As long as Brody stays on the path he’s on, I’ll be buying his CDs, telling others about his music and blasting it from my truck radio for a long time to come.
The next performance was by Tim Hicks. Again, my kids love this guy’s songs. This time, we were prepared, and got in the line quickly. My son, then my daughter got autographs and pics with him. Then—as planned by us but not Hicks—my son quickly slid in beside Hicks again, so I could get a photo of all three of them together.
Hicks was surprised, but said, “Okay, bud. Get in here.” Big laughing smiles, snap, we thanked him and moved out of the way for the next fan.
Second Impression: check! Hicks was a good-spirited, approachable singer whose CDs are welcome in my house. Actually I’m playing his right now, the one he signed for my daughter.

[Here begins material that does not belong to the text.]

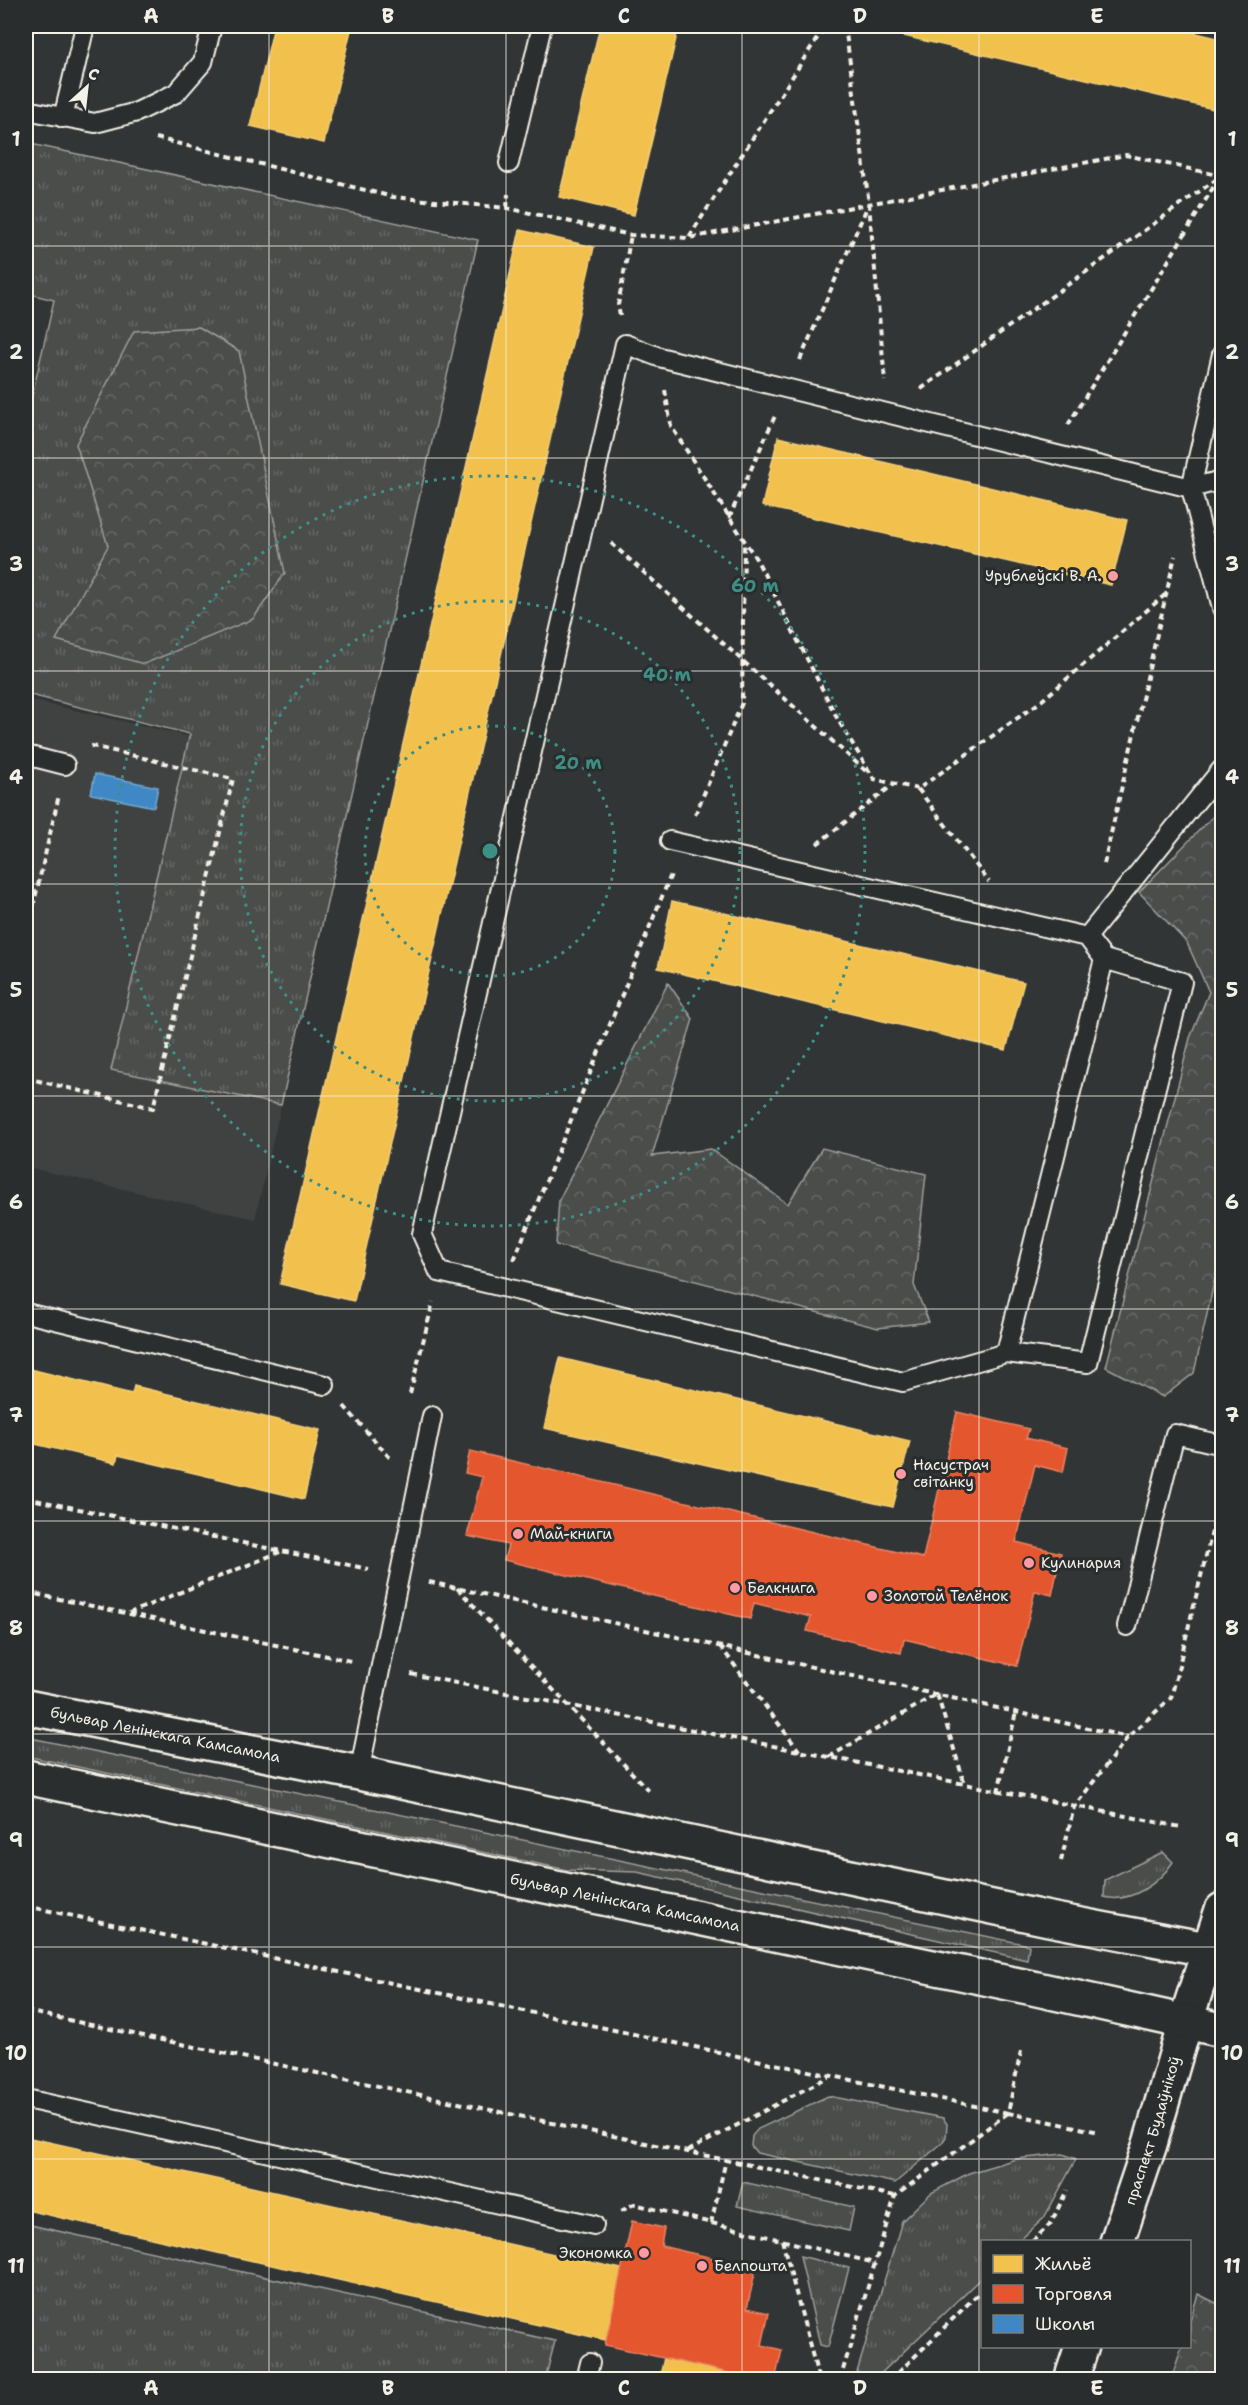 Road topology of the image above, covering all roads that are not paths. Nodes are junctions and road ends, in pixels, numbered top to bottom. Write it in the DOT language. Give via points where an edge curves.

The next opportunity we had to meet the stars of the CCMA was at the green carpet on Sunday night, just before the awards show. Brody, Kissel and Hicks didn’t disappoint. They stopped to sign dozens of signatures and take dozens of selfies with fans. I think it took Brody the longest to walk the few hundred feet from the truck to the doors (about an hour).
Many other stars stopped and graciously made their fans feel special too—Johnny Reid, Paul Brandt, Emerson Drive, Thomas Rhett (an international guest who reminded me of a young John Cougar because of his dance moves on stage), Wes Mack, High Valley and the list goes on—in the cool evening drizzle.

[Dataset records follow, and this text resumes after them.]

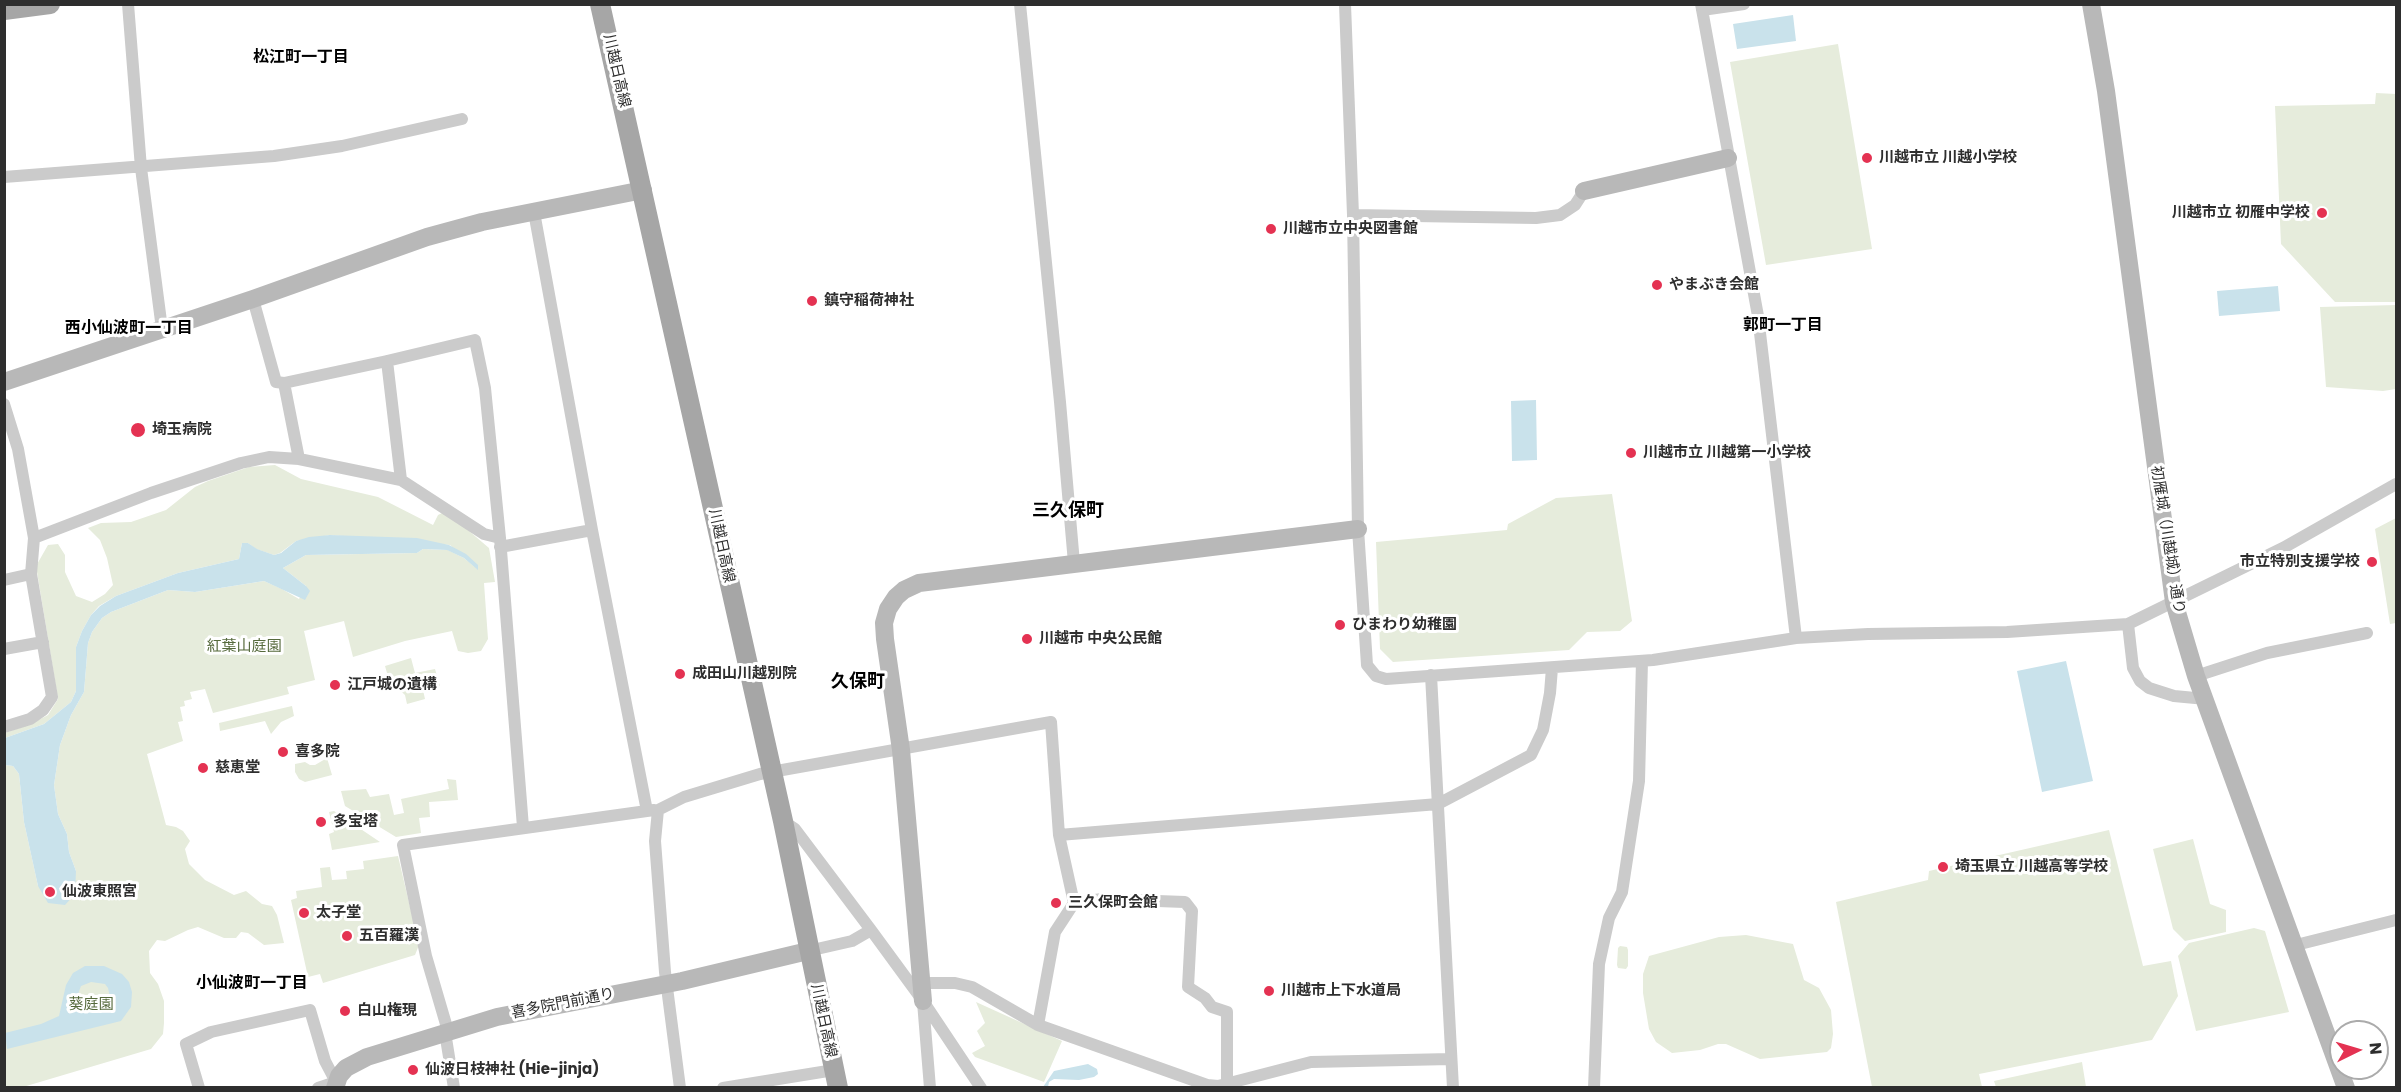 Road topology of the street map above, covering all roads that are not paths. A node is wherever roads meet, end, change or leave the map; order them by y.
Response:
1 (50, 4) edge
2 (128, 4) edge
3 (600, 4) edge
4 (1020, 4) edge
5 (1346, 4) edge
6 (1744, 4) edge
7 (2091, 4) edge
8 (1702, 8) edge
9 (4, 10) edge
10 (462, 119) dead end
11 (1728, 158) junction
12 (141, 168) junction
13 (4, 177) edge
14 (643, 190) junction
15 (1584, 191) joint
16 (534, 212) junction
17 (1353, 215) junction
18 (253, 299) junction
19 (162, 329) junction
20 (387, 362) junction
21 (4, 382) edge
22 (284, 383) junction
23 (4, 404) edge
24 (299, 459) junction
25 (400, 480) junction
26 (2397, 484) edge
27 (1359, 529) junction
28 (592, 530) junction
29 (34, 538) junction
30 (500, 543) junction
31 (1074, 563) junction
32 (31, 574) junction
33 (4, 580) edge
34 (2174, 602) junction
35 (2128, 624) junction
36 (2367, 633) dead end
37 (1796, 638) junction
38 (43, 642) junction
39 (4, 649) edge
40 (1642, 661) junction
41 (1552, 668) junction
42 (1431, 675) junction
43 (2196, 676) junction
44 (2206, 699) junction
45 (4, 727) edge
46 (901, 750) junction
47 (771, 773) junction
48 (1438, 804) junction
49 (653, 811) junction
50 (783, 821) junction
51 (523, 827) junction
52 (1059, 835) junction
53 (1074, 903) junction
54 (2397, 920) edge
55 (872, 930) junction
56 (2296, 945) junction
57 (808, 951) junction
58 (667, 984) junction
59 (922, 992) junction
60 (1038, 1025) junction
61 (447, 1032) junction
62 (1451, 1059) junction
63 (836, 1079) edge
64 (1256, 1081) edge
65 (1227, 1083) junction
66 (330, 1086) edge
67 (199, 1088) edge
68 (454, 1088) edge
69 (680, 1088) edge
70 (723, 1088) edge
71 (930, 1088) edge
72 (981, 1088) edge
73 (1453, 1088) edge
74 (1594, 1088) edge
75 (2346, 1088) edge

1 - 9 main road
2 - 12 street
3 - 14 main road, 川越日高線
4 - 31 street
5 - 17 street
6 - 8 street
7 - 34 street, 初雁城（川越城）通り
8 - 11 street
10 - 12 street
11 - 15 street
11 - 37 street
12 - 13 street
12 - 19 street
14 - 16 street
14 - 47 main road, 川越日高線
15 - 17 street
16 - 18 street
16 - 28 street
17 - 27 street
18 - 19 street
18 - 22 street
19 - 21 street
20 - 22 street
20 - 25 street
20 - 30 street
22 - 24 street
23 - 29 street
24 - 25 street
24 - 29 street
25 - 30 street
26 - 34 street
27 - 31 street
27 - 42 street
28 - 30 street
28 - 49 street
29 - 32 street
30 - 51 street
31 - 46 street
32 - 33 street
32 - 38 street
34 - 35 street
34 - 43 street, 初雁城（川越城）通り
35 - 37 street
35 - 44 street
36 - 43 street
37 - 40 street
38 - 39 street
38 - 45 street
40 - 41 street
40 - 74 street
41 - 42 street
41 - 48 street
42 - 48 street
43 - 44 street, 初雁城（川越城）通り
44 - 56 street, 初雁城（川越城）通り
46 - 47 street
46 - 52 street
46 - 59 street
47 - 49 street
47 - 50 main road, 川越日高線
48 - 52 street
48 - 62 street
49 - 51 street
49 - 58 street
50 - 55 street
50 - 57 main road, 川越日高線
51 - 61 street
52 - 53 street
53 - 60 street
53 - 65 street
54 - 56 street
55 - 57 street
55 - 59 street
56 - 75 street, 初雁城（川越城）通り
57 - 58 street, 喜多院門前通り
57 - 63 main road, 川越日高線
58 - 61 street, 喜多院門前通り
58 - 69 street
59 - 60 street
59 - 71 street
59 - 72 street
60 - 65 street
61 - 66 street, 喜多院門前通り
61 - 68 street
62 - 64 street
62 - 73 street
63 - 70 street
64 - 65 street
66 - 67 street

And then there were a few others who thought perhaps it was a race and walked by almost everyone. One particular group—I won’t mention the name, so I won’t influence your impression of them—gave a poor first impression. This was their first time in Halifax, and one would think they would meet fans after coming all this way. Not so. I’m sure more than one of their fans was disappointed after standing in the drizzle for an hour, waiting to get a selfie with them. One guy in the band did stop for a few, but I think the other guy stopped for no one.
To add to their poor impression, they demanded a big pyrotechnic show (the other stars needed none or only a little) and the main singer grabbed his crotch throughout most of the performance.
That might be acceptable in others genres, but you don’t do that in country music; country folks know how stupid it looks. I’d say he had on tight underwear, but that’s no excuse. If he wasn’t holding himself, he was reaching for it. He looked like a horny, pathetic jerk with only one thing on his mind.
Would I pay money to see these guys in concert and watch that man grab his junk for two hours? Nope. Would I buy their CDs? Nope. Will I brag them up to others? Nope.
Did these guys even hang around to meet the fans after the awards show was over? They didn’t bother. Others did though, including Dean Brody (and after being the photographer for my kids all weekend, I finally got to be in a pic with him).
Impressions are not something to be taken lightly. Often, bad impressions are shared more than good impressions, so while you think you are disappointing only the person you’re with, that one person may tell dozens of people.
Think about this when you are at your next writing event or book launch. Will you take time to answer questions from new writers who are eager to learn the craft? Will you be polite when a peer writer has a question or request? What impressions are you imparting on social media? Will you go the extra mile to greet readers and give them a few minutes of your time?
It might mean a few extra minutes standing in misty rain after an exhausting week of performances and engagements, but when it’s all said and done, it’s looking back and knowing you grabbed that opportunity because it can never be redone.